14. Taxes. Reseller shall be solely responsible for (I) determining the appropriate types and amounts of taxes to be collected and remitted with respect to each sale of products to its customers (regardless of whether SaveInstant Inc. drop ships such products directly to Reseller's customer), and (ii) calculating, collecting, and remitting all such taxes. Distributor represents and warrants that it shall ensure the proper and timely fulfillment of all such tax obligations and agrees to indemnify, defend and hold harmless SaveInstant Inc. and its officers, directors, shareholders, employees, agents and affiliates, and their respective successors and assigns, from, against and in respect of, any liability, loss, cost, damage, expense or payment, including reasonable attorneys' fees and expenses, incurred or suffered by such person as a result of Reseller's failure to comply with the requirements of this paragraph 14. The provisions of the preceding sentence shall survive the termination of this Agreement for any reason.

15. General Provisions.

(a) Amendment. This Agreement may be amended or altered only by the mutual written agreement of SaveInstant Inc. and Reseller.

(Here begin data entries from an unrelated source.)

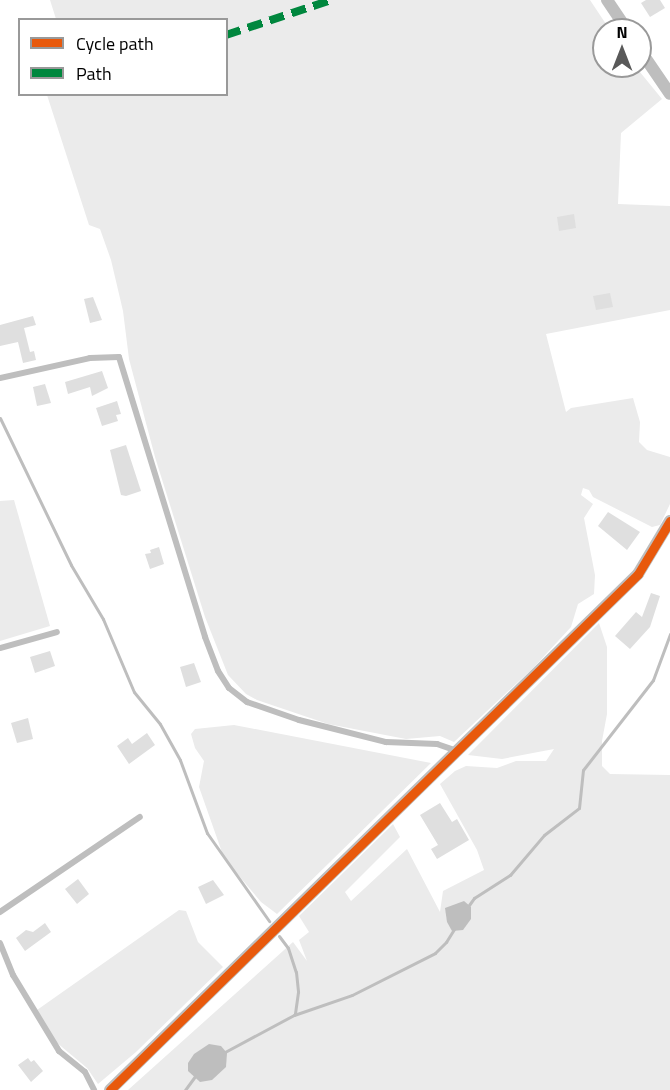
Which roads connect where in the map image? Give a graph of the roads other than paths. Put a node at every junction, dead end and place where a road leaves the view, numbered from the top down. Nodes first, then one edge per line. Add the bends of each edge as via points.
1 (607, 0) edge
2 (619, 18) edge
3 (652, 67) edge
4 (670, 93) edge
5 (0, 378) edge
6 (670, 521) edge
7 (57, 632) dead end
8 (0, 648) edge
9 (457, 751) junction
10 (140, 817) dead end
11 (0, 912) edge
12 (0, 943) edge
13 (94, 1090) edge
14 (110, 1090) edge

1 - 2 street
3 - 4 street
5 - 9 lane via 90,358 118,357 205,637 229,688 247,702 299,720 386,742 437,744
6 - 9 street via 638,574
7 - 8 lane
9 - 14 street
10 - 11 lane
12 - 13 lane via 14,975 59,1051 86,1072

(b) Governing Law; Venue. This Agreement shall be subject to, construed in accordance with, and governed by, the laws of the Province of Alberta. Each party consents and agrees that Provincial Court of Calgary, Alberta, Canada shall be the exclusive, proper, and convenient venue for any legal proceeding in federal or provincial court relating to this Agreement.

(c) Notice. Any notice given to any party pursuant to this Agreement shall be in writing and shall be deemed given when delivered by personal delivery or sent by registered or certified mail, return receipt requested, to SaveInstant Inc. at the address listed above, or to Reseller at the address listed on the signature page to this Agreement. From time to time any party may change the address to which notice is to be sent pursuant hereto by sending a notice of such change in conformity with the foregoing requirements to the other party.

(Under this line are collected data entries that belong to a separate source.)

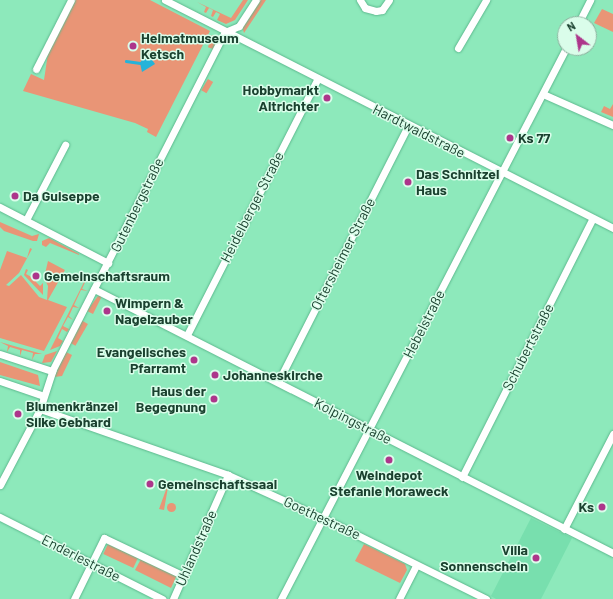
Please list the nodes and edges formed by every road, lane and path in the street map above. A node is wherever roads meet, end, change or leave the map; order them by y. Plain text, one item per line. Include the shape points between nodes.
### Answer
1 (71, 0) edge
2 (165, 0) edge
3 (256, 0) edge
4 (360, 0) edge
5 (389, 0) edge
6 (486, 0) edge
7 (590, 0) edge
8 (582, 16) edge
9 (225, 32) junction
10 (458, 48) dead end
11 (562, 56) edge
12 (36, 68) dead end
13 (318, 78) junction
14 (543, 94) junction
15 (613, 125) edge
16 (408, 126) junction
17 (65, 145) dead end
18 (502, 173) junction
19 (0, 207) edge
20 (594, 218) junction
21 (26, 220) junction
22 (613, 228) edge
23 (108, 262) junction
24 (94, 289) junction
25 (187, 335) junction
26 (0, 354) edge
27 (52, 371) junction
28 (0, 381) edge
29 (278, 382) junction
30 (44, 396) junction
31 (40, 409) junction
32 (370, 430) junction
33 (613, 434) edge
34 (228, 475) junction
35 (462, 477) junction
36 (0, 485) edge
37 (0, 517) edge
38 (323, 518) junction
39 (564, 529) junction
40 (613, 553) edge
41 (92, 564) junction
42 (416, 565) junction
43 (184, 576) junction
44 (74, 599) edge
45 (162, 599) edge
46 (173, 599) edge
47 (281, 599) edge
48 (399, 599) edge
49 (486, 599) edge

1 - 12 street
2 - 9 street, Hardtwaldstraße
3 - 9 street via 239,26
4 - 5 street via 365,8 376,11 382,10
6 - 10 street
7 - 8 street
9 - 13 street, Hardtwaldstraße
9 - 23 street, Gutenbergstraße
11 - 14 street, Hebelstraße
13 - 16 street, Hardtwaldstraße
13 - 25 street, Heidelberger Straße
14 - 15 street
14 - 18 street, Hebelstraße
16 - 18 street, Hardtwaldstraße
16 - 29 street, Oftersheimer Straße
17 - 21 street
18 - 20 street, Hardtwaldstraße
18 - 32 street, Hebelstraße
19 - 21 street
20 - 22 street, Hardtwaldstraße
20 - 35 street, Schubertstraße
21 - 23 street
23 - 24 street, Gutenbergstraße
24 - 25 street, Kolpingstraße
24 - 27 street, Gutenbergstraße
25 - 29 street, Kolpingstraße
26 - 27 street
27 - 30 street, Gutenbergstraße
28 - 30 street
29 - 32 street, Kolpingstraße
30 - 31 street, Gutenbergstraße
31 - 34 street, Goethestraße
31 - 36 street, Gutenbergstraße
32 - 35 street, Kolpingstraße
32 - 38 street, Hebelstraße
33 - 39 street
34 - 38 street, Goethestraße
34 - 43 street, Uhlandstraße
35 - 39 street, Kolpingstraße
37 - 41 street, Enderlestraße
38 - 42 street, Goethestraße
38 - 47 street, Hebelstraße
39 - 40 street, Kolpingstraße
41 - 43 street via 104,538
41 - 44 street
41 - 45 street, Enderlestraße
42 - 48 street
42 - 49 street, Goethestraße
43 - 46 street, Uhlandstraße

(d) Successors and Assigns. This Agreement shall be binding upon, and inure to the benefit of, the parties to this Agreement and their respective successors and assigns. Reseller shall not have the right to assign, delegate or otherwise transfer any duty or obligation to be performed by it hereunder to any person or entity, without the prior written consent of SaveInstant Inc., which consent shall not be unreasonably withheld.

(e) Integration. This Agreement supersedes all prior negotiations, agreements and understandings between the parties with respect to the subject matter hereof.

(f) Sever ability. In the event that any court of competent jurisdiction shall determine that any provision of this Agreement is invalid, such determination shall not affect the validity of any other provision of this Agreement, which shall remain in full force and effect and which shall be construed as to be valid under applicable law.

(g) Authorization. SaveInstant Inc. and Reseller each hereby represent and warrant to the other that the undersigned officer of such party has the power and authority to execute and deliver this Agreement and that the execution and delivery of this Agreement by the undersigned officer of such party has been duly authorized by all necessary action on the part of such party.
I have read and Agree to the above AGREEMENT.